Your task — The word "dead" occurs in some lines of the data. Return each such line.

★ ★ ★ ★ ★

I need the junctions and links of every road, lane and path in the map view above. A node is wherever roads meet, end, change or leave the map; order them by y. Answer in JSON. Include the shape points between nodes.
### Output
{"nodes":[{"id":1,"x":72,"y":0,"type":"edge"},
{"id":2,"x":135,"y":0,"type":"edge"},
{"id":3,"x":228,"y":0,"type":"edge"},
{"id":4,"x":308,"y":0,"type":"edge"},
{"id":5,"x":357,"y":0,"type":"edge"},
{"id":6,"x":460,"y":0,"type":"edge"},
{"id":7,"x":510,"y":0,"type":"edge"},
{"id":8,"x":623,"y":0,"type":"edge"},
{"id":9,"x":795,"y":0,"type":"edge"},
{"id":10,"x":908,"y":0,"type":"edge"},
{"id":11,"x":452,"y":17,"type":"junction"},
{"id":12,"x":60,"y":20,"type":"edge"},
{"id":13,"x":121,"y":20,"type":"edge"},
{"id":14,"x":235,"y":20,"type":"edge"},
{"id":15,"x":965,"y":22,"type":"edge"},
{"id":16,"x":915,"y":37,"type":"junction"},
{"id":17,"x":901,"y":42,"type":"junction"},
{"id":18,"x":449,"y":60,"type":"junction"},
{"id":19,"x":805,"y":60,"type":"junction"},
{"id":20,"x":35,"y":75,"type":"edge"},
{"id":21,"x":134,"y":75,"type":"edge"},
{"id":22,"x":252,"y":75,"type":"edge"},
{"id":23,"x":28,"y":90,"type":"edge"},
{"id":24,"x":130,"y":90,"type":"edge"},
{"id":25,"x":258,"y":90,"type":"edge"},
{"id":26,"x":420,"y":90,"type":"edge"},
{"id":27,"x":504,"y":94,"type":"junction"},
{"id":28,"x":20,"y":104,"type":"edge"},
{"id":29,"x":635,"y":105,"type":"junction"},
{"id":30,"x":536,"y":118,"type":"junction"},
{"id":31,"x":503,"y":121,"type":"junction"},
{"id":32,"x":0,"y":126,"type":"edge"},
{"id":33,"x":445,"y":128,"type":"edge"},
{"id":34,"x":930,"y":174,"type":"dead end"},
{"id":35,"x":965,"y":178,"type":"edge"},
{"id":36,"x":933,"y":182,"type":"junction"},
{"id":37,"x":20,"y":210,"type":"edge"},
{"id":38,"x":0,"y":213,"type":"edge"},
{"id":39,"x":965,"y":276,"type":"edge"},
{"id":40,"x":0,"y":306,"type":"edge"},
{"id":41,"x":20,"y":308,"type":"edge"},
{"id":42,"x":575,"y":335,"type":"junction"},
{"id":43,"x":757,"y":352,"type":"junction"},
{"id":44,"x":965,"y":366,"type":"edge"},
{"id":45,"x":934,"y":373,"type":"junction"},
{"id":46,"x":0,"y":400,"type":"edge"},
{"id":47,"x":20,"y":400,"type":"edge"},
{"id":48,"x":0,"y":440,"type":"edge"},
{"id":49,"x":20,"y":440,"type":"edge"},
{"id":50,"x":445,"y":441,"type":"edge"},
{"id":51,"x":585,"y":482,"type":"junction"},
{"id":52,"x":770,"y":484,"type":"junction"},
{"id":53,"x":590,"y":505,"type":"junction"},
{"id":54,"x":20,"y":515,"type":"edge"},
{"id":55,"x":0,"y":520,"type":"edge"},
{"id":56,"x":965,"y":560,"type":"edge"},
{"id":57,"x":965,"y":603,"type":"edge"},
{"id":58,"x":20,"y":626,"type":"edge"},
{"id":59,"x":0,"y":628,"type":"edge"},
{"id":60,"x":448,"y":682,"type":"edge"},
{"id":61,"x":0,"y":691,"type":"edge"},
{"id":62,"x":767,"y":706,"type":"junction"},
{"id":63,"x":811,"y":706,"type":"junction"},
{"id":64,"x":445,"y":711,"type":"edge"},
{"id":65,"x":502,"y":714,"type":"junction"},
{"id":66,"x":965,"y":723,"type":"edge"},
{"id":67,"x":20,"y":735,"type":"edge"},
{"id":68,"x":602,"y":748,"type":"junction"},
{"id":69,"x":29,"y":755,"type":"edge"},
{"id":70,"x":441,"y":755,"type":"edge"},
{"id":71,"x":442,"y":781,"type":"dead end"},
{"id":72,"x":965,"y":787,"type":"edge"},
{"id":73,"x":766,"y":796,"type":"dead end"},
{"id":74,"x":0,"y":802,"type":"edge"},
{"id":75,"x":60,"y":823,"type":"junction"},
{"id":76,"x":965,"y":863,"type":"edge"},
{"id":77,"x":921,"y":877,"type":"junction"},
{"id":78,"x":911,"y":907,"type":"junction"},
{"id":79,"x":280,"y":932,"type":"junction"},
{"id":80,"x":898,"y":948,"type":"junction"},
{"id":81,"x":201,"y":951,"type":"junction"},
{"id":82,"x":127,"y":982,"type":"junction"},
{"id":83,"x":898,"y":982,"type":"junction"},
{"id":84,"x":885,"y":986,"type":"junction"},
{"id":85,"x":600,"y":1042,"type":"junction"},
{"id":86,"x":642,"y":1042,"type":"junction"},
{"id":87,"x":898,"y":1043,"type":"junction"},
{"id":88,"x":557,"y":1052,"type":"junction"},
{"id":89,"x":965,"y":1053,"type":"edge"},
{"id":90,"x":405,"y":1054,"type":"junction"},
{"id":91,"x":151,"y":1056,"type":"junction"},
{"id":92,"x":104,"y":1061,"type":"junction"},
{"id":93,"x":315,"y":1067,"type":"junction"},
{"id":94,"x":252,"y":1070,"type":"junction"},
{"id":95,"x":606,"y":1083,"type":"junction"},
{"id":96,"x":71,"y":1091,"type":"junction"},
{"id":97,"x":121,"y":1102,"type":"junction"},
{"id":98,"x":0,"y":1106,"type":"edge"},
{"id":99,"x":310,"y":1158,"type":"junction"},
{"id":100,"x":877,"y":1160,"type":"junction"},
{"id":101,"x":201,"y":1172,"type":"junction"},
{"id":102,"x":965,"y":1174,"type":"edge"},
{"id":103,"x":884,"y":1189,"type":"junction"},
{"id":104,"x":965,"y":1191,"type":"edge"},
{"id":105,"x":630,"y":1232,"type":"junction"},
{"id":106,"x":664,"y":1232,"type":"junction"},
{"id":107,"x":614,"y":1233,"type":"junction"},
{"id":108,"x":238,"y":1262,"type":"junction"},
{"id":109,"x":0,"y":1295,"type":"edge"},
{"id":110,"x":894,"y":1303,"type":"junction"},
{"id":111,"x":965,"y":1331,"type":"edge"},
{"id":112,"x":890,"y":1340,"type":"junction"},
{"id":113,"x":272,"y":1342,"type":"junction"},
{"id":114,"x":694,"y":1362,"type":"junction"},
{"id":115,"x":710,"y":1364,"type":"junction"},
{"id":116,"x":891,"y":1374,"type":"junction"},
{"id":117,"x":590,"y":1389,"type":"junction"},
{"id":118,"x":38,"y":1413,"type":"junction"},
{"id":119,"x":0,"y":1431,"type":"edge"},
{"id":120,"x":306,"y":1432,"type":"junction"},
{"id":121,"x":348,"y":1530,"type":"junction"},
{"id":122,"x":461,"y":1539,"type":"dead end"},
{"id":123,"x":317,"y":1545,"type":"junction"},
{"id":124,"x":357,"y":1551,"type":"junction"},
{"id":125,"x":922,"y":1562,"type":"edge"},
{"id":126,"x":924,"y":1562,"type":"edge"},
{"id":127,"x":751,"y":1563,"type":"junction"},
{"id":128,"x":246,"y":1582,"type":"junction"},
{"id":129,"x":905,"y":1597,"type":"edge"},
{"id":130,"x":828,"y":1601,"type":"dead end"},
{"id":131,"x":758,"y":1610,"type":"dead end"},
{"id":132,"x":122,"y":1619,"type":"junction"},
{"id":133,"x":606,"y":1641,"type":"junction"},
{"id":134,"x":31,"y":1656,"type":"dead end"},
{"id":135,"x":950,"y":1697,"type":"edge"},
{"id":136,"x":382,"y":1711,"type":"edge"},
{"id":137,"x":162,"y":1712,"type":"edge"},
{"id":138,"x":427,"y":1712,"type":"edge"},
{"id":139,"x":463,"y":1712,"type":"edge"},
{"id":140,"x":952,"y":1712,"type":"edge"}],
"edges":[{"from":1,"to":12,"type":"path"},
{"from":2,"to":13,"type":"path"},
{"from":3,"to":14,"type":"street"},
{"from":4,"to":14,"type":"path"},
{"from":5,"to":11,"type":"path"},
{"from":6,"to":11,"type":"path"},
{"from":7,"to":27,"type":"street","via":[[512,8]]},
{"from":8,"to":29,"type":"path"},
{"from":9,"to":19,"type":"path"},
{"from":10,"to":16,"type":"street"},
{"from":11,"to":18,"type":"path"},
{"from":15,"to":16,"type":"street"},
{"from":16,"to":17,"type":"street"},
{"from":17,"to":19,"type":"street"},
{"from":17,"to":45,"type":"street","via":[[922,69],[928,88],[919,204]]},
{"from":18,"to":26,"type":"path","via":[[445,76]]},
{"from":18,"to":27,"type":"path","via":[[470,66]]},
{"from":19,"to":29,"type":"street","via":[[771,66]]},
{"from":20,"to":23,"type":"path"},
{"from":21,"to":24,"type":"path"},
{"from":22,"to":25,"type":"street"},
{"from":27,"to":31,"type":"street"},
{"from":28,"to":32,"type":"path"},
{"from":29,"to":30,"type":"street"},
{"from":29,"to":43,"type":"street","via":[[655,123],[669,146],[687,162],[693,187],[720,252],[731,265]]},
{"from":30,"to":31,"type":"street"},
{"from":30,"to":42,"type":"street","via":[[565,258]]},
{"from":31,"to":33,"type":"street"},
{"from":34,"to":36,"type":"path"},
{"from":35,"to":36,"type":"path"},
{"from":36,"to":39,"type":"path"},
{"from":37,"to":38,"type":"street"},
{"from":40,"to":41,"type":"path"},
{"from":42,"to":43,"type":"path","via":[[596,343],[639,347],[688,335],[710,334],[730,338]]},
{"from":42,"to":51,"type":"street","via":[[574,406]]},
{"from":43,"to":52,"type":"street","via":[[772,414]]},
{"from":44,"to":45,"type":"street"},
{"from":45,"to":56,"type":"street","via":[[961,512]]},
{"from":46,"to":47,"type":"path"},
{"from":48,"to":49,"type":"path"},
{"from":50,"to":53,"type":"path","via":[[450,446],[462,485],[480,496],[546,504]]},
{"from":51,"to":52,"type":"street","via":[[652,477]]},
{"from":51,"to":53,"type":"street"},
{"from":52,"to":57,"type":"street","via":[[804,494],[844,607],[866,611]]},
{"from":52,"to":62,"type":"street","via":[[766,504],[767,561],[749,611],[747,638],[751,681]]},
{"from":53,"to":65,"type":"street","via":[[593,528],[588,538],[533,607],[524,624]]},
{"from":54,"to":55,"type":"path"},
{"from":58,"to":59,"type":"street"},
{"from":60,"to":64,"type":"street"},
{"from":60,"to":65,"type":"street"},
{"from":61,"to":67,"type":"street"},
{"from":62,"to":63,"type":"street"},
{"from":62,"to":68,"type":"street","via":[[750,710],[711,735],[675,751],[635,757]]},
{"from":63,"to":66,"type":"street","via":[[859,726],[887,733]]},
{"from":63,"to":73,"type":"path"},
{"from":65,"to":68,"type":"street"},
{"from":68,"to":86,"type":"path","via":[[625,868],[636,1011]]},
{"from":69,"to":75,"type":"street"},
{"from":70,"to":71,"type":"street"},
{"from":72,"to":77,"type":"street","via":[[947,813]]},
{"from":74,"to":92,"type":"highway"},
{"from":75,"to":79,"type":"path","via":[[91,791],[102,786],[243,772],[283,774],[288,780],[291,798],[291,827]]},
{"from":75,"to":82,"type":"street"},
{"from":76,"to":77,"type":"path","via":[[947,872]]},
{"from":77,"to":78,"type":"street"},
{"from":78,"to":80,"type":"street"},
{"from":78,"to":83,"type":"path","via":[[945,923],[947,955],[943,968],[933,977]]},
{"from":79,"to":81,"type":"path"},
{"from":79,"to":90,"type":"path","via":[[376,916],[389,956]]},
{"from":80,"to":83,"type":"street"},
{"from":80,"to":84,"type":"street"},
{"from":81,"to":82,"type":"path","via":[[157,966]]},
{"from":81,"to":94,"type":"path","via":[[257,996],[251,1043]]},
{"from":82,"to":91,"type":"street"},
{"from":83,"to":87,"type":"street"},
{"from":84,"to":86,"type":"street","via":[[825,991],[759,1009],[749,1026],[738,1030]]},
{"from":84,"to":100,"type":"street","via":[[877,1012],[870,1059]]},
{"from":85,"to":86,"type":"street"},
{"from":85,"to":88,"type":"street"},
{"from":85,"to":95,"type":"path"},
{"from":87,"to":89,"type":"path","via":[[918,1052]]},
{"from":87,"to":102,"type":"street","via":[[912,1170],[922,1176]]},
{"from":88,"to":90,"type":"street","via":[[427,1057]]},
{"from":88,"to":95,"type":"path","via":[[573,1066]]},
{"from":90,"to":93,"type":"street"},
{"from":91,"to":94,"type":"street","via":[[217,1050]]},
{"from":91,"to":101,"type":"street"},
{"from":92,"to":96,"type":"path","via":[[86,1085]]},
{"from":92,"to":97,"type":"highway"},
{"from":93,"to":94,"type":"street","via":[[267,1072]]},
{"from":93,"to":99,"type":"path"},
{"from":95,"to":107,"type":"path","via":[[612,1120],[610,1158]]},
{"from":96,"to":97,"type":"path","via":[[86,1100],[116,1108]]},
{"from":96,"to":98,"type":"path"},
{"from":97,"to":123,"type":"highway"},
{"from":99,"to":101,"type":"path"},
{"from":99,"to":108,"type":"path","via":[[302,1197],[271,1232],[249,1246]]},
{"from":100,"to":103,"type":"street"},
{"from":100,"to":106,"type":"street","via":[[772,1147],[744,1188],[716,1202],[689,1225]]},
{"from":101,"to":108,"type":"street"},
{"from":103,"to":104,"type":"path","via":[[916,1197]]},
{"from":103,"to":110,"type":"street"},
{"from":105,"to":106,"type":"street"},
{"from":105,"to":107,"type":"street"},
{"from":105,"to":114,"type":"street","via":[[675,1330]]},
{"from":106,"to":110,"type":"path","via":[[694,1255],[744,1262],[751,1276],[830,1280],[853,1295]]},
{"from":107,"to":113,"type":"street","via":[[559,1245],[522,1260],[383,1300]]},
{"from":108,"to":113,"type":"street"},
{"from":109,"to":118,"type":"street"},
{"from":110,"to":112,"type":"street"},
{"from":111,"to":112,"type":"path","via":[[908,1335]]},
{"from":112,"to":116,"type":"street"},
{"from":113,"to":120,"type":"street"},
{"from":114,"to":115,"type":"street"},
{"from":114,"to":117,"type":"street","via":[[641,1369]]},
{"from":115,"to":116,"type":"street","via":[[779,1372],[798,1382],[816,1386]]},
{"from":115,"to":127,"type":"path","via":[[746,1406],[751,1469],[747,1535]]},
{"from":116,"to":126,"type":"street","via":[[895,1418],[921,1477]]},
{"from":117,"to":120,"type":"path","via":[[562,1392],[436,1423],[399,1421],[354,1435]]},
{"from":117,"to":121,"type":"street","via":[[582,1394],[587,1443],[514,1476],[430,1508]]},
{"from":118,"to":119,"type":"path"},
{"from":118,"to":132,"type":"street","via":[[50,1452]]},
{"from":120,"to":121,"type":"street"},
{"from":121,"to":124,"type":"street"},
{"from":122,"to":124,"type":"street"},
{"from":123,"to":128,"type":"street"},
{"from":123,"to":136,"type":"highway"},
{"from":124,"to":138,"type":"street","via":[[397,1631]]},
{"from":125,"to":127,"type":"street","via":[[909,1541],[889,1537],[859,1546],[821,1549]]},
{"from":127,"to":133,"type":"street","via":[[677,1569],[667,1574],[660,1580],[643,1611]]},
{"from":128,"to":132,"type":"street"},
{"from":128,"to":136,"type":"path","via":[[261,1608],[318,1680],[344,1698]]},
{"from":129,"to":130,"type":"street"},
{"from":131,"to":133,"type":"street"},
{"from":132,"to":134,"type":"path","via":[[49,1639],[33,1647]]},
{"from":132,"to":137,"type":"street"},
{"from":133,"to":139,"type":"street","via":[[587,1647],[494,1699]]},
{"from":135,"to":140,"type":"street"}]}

★ ★ ★ ★ ★

Solution for this problem —
{"id":34,"x":930,"y":174,"type":"dead end"},
{"id":71,"x":442,"y":781,"type":"dead end"},
{"id":73,"x":766,"y":796,"type":"dead end"},
{"id":122,"x":461,"y":1539,"type":"dead end"},
{"id":130,"x":828,"y":1601,"type":"dead end"},
{"id":131,"x":758,"y":1610,"type":"dead end"},
{"id":134,"x":31,"y":1656,"type":"dead end"},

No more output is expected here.